(Stored records)
◆ ◆ ◆ ◆ ◆ ◆ ◆

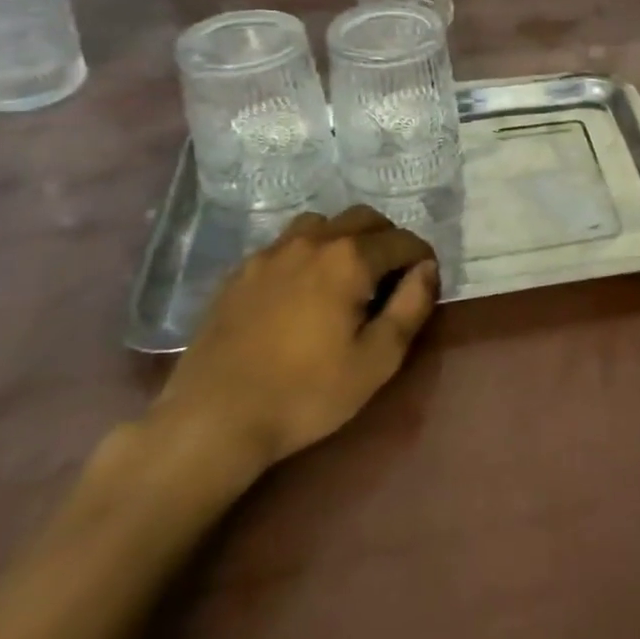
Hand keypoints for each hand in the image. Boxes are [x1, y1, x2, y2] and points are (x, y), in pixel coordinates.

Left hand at [155, 206, 439, 477]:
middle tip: (391, 278)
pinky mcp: (240, 273)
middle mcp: (311, 242)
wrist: (212, 420)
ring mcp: (270, 254)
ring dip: (345, 239)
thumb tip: (427, 269)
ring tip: (346, 277)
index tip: (425, 283)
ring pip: (321, 224)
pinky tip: (302, 290)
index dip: (422, 258)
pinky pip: (285, 245)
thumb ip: (411, 306)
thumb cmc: (306, 393)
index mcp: (349, 259)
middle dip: (388, 240)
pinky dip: (307, 254)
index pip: (403, 240)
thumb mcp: (377, 360)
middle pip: (364, 218)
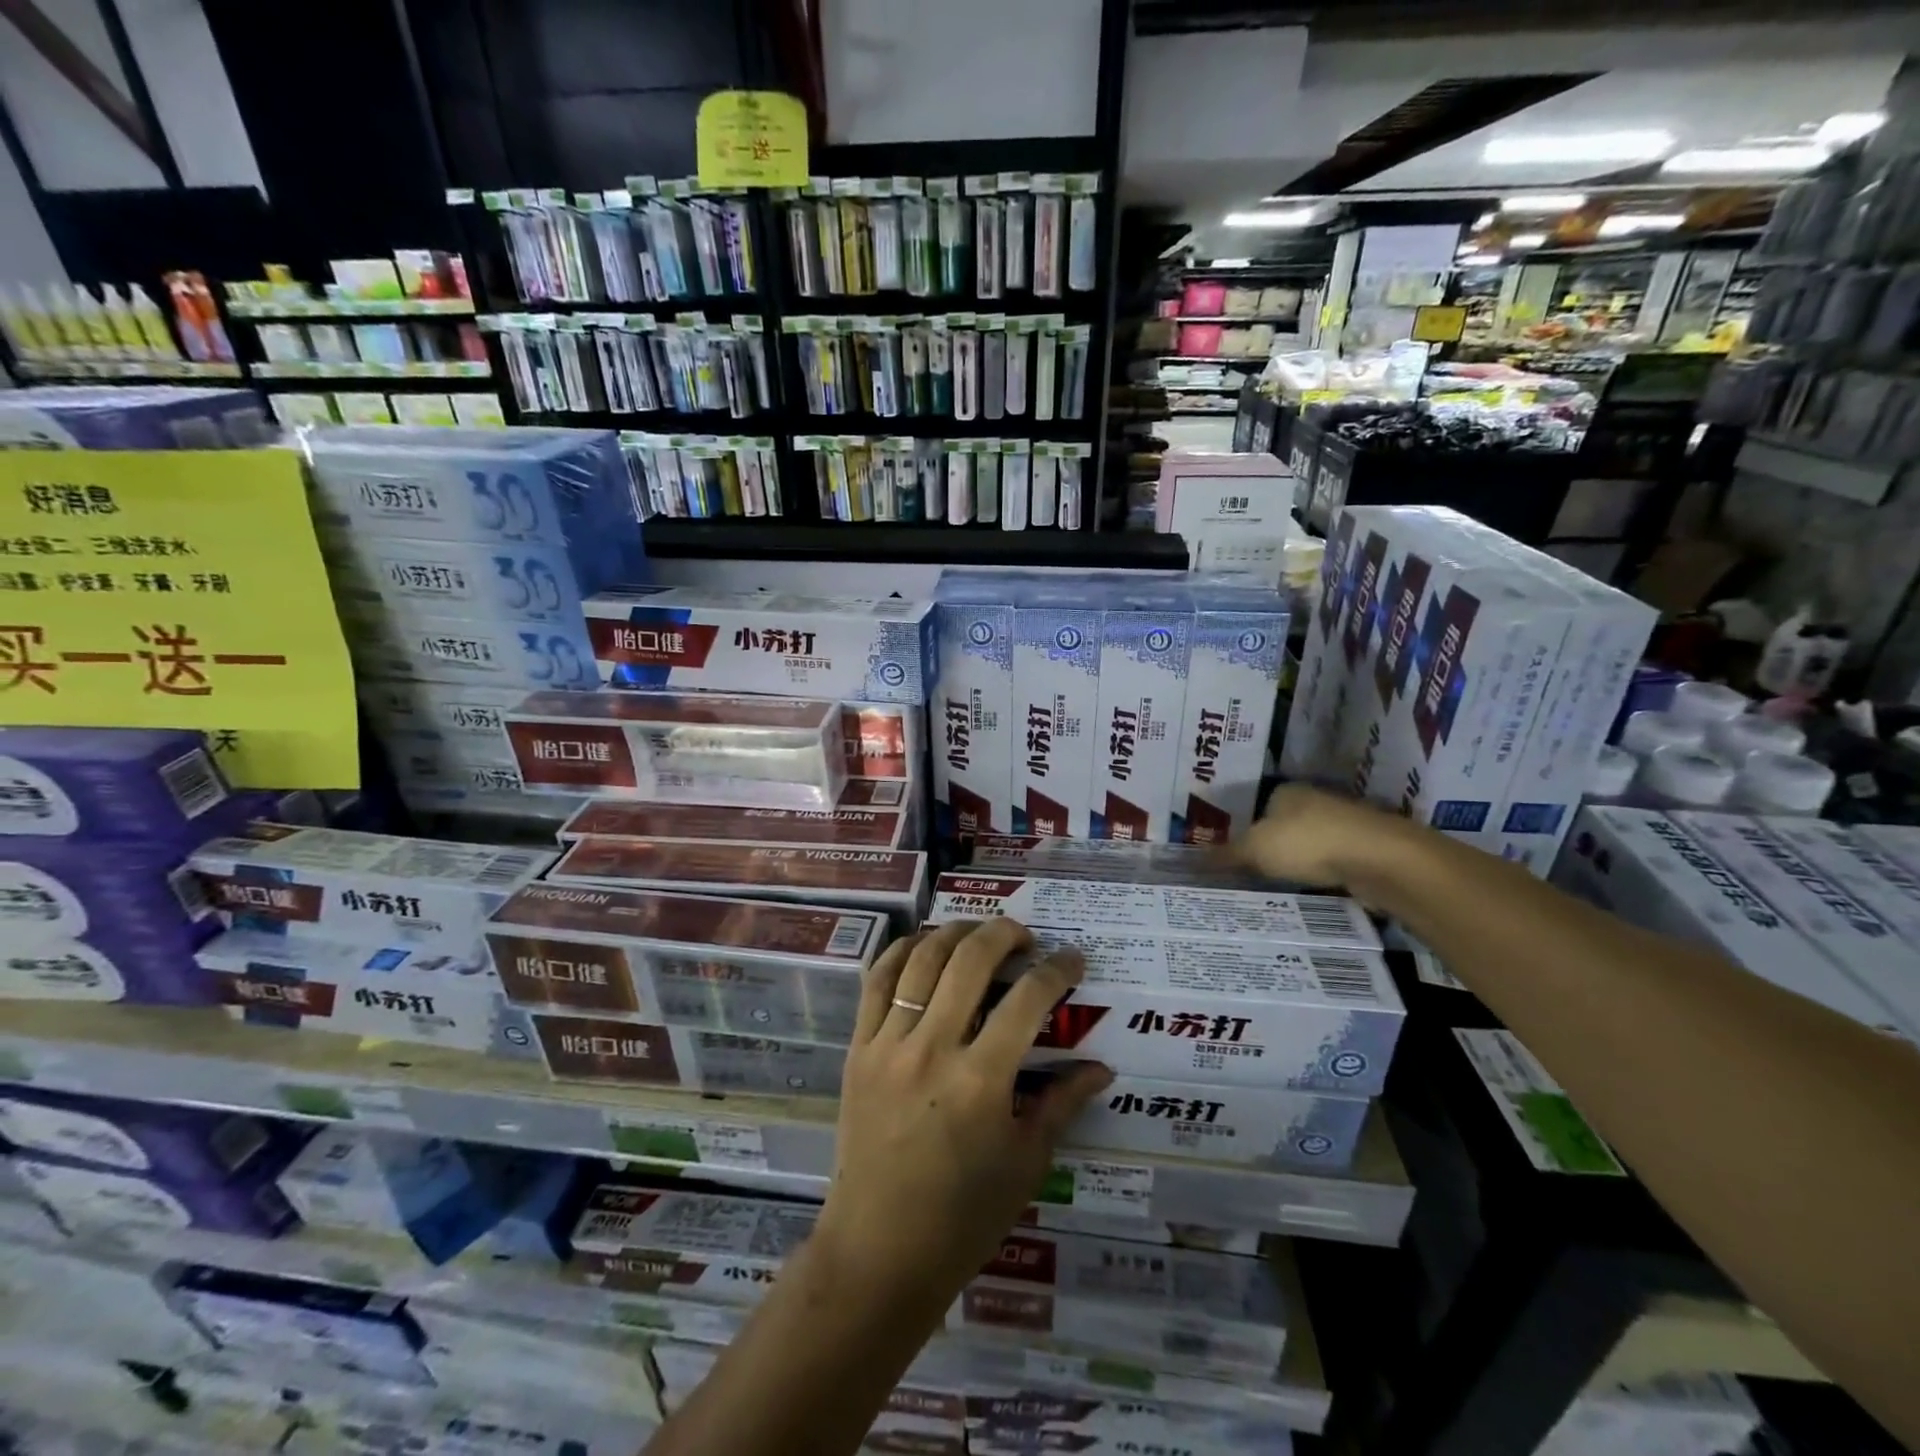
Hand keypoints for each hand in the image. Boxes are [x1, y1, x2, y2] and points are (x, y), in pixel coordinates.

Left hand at [810, 919, 1112, 1318]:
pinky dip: (901, 951)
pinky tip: (922, 945)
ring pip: (921, 959)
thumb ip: (1062, 1103)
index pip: (1028, 999)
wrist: (878, 1251)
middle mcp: (933, 1048)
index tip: (1072, 958)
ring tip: (977, 933)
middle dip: (1004, 933)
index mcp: (981, 1080)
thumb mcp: (1025, 1163)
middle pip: (971, 960)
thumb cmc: (962, 1217)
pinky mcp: (858, 1048)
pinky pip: (876, 981)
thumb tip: (1100, 1067)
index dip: (1057, 970)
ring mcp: (888, 1044)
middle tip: (1025, 936)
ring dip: (955, 932)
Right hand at [1233, 784, 1419, 892]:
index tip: (1232, 856)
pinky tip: (1309, 892)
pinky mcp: (1365, 850)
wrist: (1381, 861)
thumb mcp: (1254, 850)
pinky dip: (1321, 876)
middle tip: (1248, 875)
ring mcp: (1344, 824)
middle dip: (1270, 848)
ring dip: (1298, 863)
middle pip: (1283, 826)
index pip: (1256, 808)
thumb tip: (1189, 861)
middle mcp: (1315, 800)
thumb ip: (1224, 856)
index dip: (1243, 830)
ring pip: (1310, 845)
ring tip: (1275, 888)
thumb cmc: (1308, 843)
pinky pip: (1332, 864)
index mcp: (1285, 791)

◆ ◆ ◆ ◆ ◆ ◆ ◆

**Directions**
Please return the data above exactly as it stands from the line with "pinky mcp: (240, 273)" to the line with "wrist: (1381, 861)", keeping both of those lines but none of the pictures.

**Response area**
pinky mcp: (240, 273)
middle mcp: (311, 242)
wrist: (212, 420)
ring mcp: (270, 254)
ring dip: (345, 239)
thumb tip: (427, 269)
ring tip: (346, 277)
index tip: (425, 283)
ring pip: (321, 224)
pinky tip: (302, 290)
index dip: (422, 258)
pinky pip: (285, 245)
thumb ip: (411, 306)
thumb cmc: (306, 393)
index mcp: (349, 259)
middle dip: (388, 240)
pinky dip: (307, 254)
index pip: (403, 240)
thumb mcp: (377, 360)
middle pip: (364, 218)
Hand keypoints for each hand in the image. Boxes are [x1, y1, x2, y2] and points are (x, y), in pixel coordinates.

Left hand at [810, 919, 1112, 1318]:
pinky dip: (901, 951)
pinky tip: (922, 945)
ring pip: (921, 959)
thumb ip: (1062, 1103)
index pip: (1028, 999)
wrist: (878, 1251)
middle mcp: (933, 1048)
index tip: (1072, 958)
ring tip: (977, 933)
middle dip: (1004, 933)
index mcp: (981, 1080)
thumb mcp: (1025, 1163)
middle pip: (971, 960)
thumb cmc: (962, 1217)
pinky mcp: (858, 1048)
pinky pip: (876, 981)
thumb tip: (1100, 1067)
index dip: (1057, 970)
ring mcp: (888, 1044)
middle tip: (1025, 936)
ring dip: (955, 932)
Right hand at [1233, 784, 1419, 892]:
index tip: (1232, 856)
pinky tip: (1309, 892)
pinky mcp: (1365, 850)
wrist: (1381, 861)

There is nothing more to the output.